That’s a continued problem I run into (and probably will for the rest of my professional life) – most of these theories are so frustratingly unilateral and unimodal. The theories attempt to fit all the facets and nuances of human behavior into a nice, tight little package of cause-and-effect (impossible!). And while some theories are better than others, none is perfect (or necessarily even great) at doing the job. So, I sift, sift, sift through the theories and take out the useful stuff (using a biblical, as well as a practical, foundation)and, with a VERY critical eye, blend it with what the Bible says about the human condition and the human relationship to one another and to God. Very tedious, yet at the same time, really quite fun. Especially when application can be made — and one can watch it work!
So, I sift the theories, but mentally add the element that nearly every theory neglects — the spiritual side of humanity. If you can’t identify ALL the pieces of Man, then you can’t properly address all the NEEDS of Man.
Life is painful. And the sooner I come to terms with that, the sooner I can get on with the business of living Christly and of fulfilling obligations that I am responsible for. Ultimately, I don’t really like to have to struggle and work hard, and it is especially difficult for me to struggle to improve in the area of my spiritual life. And yet, a big chunk of me desires improvement in this area, to be able to force myself out of bed in the morning to spend some time with God, to be able to actually be a strong spiritual leader for my wife, to defeat the pleasures of the flesh that have this irritating tendency to dominate me — in a phrase, to be a Godly man and husband.
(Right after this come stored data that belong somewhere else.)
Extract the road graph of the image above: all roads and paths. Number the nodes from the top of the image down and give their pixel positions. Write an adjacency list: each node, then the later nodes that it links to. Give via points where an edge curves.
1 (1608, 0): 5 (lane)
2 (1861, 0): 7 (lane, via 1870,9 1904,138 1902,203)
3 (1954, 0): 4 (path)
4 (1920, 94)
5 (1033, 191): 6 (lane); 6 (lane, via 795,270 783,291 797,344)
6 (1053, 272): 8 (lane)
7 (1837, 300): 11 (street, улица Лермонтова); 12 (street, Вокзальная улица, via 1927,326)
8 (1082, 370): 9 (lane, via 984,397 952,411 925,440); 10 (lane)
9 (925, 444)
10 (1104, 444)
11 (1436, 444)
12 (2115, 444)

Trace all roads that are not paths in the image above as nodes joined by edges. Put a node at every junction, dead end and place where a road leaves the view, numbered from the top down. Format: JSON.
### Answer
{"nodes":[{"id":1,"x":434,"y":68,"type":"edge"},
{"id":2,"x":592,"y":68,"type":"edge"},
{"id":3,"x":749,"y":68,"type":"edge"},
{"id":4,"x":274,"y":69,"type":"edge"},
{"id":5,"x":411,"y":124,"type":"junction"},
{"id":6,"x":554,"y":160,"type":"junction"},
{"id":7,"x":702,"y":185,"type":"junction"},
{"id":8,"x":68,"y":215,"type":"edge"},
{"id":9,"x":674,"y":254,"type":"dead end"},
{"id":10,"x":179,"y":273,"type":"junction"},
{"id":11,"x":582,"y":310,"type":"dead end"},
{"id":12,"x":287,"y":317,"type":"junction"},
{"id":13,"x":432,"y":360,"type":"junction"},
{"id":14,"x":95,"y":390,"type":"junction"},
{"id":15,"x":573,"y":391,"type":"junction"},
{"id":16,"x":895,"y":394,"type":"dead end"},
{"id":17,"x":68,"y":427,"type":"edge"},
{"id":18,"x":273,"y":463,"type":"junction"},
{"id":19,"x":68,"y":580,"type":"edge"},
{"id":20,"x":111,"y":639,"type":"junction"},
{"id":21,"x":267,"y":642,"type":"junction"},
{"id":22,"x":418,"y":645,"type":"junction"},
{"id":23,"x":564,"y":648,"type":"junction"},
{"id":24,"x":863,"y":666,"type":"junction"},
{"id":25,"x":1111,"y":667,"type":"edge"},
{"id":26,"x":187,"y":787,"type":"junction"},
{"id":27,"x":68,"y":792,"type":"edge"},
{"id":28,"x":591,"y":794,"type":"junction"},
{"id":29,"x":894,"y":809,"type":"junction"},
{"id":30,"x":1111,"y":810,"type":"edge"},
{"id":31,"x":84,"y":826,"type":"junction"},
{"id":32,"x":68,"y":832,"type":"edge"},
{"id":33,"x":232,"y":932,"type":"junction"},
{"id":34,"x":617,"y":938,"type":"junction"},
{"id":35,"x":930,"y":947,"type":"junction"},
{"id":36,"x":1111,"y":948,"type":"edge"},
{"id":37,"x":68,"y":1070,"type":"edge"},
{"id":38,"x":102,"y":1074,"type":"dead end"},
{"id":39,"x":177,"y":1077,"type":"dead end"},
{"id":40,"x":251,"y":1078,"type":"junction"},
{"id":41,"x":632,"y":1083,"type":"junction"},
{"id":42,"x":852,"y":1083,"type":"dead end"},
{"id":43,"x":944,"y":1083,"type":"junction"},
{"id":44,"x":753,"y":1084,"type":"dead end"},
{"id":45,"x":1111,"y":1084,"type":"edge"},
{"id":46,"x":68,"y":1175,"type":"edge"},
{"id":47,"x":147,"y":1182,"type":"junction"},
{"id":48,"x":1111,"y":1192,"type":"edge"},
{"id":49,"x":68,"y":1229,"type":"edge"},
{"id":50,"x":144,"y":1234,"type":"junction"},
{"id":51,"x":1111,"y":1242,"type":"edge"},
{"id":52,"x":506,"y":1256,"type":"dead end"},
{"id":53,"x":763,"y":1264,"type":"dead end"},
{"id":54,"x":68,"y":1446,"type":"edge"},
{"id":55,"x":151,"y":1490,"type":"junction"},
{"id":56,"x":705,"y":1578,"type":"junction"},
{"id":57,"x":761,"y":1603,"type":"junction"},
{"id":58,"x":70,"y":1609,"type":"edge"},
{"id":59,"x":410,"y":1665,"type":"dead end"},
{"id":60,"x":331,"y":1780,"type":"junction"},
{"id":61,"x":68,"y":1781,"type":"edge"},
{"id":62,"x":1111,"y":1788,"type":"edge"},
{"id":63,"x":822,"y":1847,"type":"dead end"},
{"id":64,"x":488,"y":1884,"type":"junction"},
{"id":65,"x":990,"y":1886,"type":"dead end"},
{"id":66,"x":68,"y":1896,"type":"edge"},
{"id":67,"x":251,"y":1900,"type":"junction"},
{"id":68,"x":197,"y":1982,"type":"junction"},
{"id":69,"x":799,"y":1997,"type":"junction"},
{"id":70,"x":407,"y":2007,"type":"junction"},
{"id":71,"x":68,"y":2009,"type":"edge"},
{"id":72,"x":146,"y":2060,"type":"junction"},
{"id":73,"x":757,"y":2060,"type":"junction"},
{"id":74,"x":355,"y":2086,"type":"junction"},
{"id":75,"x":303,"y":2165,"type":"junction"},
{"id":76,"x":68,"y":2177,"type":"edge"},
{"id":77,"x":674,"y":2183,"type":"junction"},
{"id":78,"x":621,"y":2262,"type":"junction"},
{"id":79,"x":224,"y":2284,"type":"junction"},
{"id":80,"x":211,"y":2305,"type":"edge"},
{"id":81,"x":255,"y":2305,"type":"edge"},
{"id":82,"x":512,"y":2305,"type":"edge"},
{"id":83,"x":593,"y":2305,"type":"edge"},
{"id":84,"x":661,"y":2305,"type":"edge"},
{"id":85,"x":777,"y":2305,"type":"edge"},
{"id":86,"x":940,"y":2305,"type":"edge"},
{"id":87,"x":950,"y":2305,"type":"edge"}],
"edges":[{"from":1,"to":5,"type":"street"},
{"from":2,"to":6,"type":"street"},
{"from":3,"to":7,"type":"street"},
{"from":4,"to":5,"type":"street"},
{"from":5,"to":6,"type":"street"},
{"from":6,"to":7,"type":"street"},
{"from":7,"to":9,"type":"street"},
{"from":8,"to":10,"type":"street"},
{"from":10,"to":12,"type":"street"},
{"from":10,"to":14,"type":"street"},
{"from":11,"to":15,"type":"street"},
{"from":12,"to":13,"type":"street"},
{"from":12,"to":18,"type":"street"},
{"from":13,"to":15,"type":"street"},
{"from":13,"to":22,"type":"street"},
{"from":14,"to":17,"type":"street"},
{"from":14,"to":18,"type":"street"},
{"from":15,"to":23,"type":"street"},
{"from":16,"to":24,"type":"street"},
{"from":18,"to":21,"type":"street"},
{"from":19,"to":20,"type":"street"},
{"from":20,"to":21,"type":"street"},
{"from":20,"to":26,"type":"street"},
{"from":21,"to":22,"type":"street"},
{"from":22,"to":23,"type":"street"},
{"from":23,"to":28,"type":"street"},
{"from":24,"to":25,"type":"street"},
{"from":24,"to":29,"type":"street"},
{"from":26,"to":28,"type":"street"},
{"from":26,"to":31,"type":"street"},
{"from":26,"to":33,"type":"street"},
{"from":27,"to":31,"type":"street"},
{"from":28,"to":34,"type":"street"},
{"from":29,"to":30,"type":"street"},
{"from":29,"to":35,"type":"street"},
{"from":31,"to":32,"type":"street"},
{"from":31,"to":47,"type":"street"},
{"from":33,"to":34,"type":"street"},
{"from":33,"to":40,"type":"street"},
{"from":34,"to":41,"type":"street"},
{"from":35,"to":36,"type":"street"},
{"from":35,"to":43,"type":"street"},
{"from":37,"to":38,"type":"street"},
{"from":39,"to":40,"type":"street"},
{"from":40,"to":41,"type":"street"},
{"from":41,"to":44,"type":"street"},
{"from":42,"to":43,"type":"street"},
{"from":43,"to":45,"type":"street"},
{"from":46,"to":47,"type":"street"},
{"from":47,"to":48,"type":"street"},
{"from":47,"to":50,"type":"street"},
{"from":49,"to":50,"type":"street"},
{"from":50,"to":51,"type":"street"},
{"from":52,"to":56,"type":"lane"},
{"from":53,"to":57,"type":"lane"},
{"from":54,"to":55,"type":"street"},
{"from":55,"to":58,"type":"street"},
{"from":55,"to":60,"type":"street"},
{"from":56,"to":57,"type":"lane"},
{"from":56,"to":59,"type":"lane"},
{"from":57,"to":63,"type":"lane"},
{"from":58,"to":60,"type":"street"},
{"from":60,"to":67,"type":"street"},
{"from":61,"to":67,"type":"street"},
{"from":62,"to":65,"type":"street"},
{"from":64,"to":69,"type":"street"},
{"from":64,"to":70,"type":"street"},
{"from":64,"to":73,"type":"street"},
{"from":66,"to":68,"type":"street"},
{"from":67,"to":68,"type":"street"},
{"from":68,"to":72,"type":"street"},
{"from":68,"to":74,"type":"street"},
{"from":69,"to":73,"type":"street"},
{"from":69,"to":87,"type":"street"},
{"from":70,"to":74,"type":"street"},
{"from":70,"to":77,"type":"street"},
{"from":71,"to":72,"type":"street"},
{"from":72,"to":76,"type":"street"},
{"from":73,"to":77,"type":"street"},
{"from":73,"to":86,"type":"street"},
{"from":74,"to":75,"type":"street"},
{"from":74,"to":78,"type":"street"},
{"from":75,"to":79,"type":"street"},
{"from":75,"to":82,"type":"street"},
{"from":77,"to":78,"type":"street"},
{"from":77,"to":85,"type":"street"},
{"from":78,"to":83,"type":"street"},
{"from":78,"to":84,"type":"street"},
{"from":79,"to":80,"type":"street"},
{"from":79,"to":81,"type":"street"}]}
And yet the ‘old man’ dominates, inflicts his laziness upon me, and I am powerless against it.
But life is painful. And the funny thing is that I expect it to be otherwise, and so I keep treading water, hoping it will get better of its own accord. Yet, it never does. So, the thing to do is to face the pain, the hardship that goes along with growing, and fight the pain and fear and goes along with daily living, seeking my Savior all the way, and hopefully encouraging others to do the same while I’m at it.
And if I really want to go into the helping profession, then I really best get at it soon, or chance wrecking my whole ministry…..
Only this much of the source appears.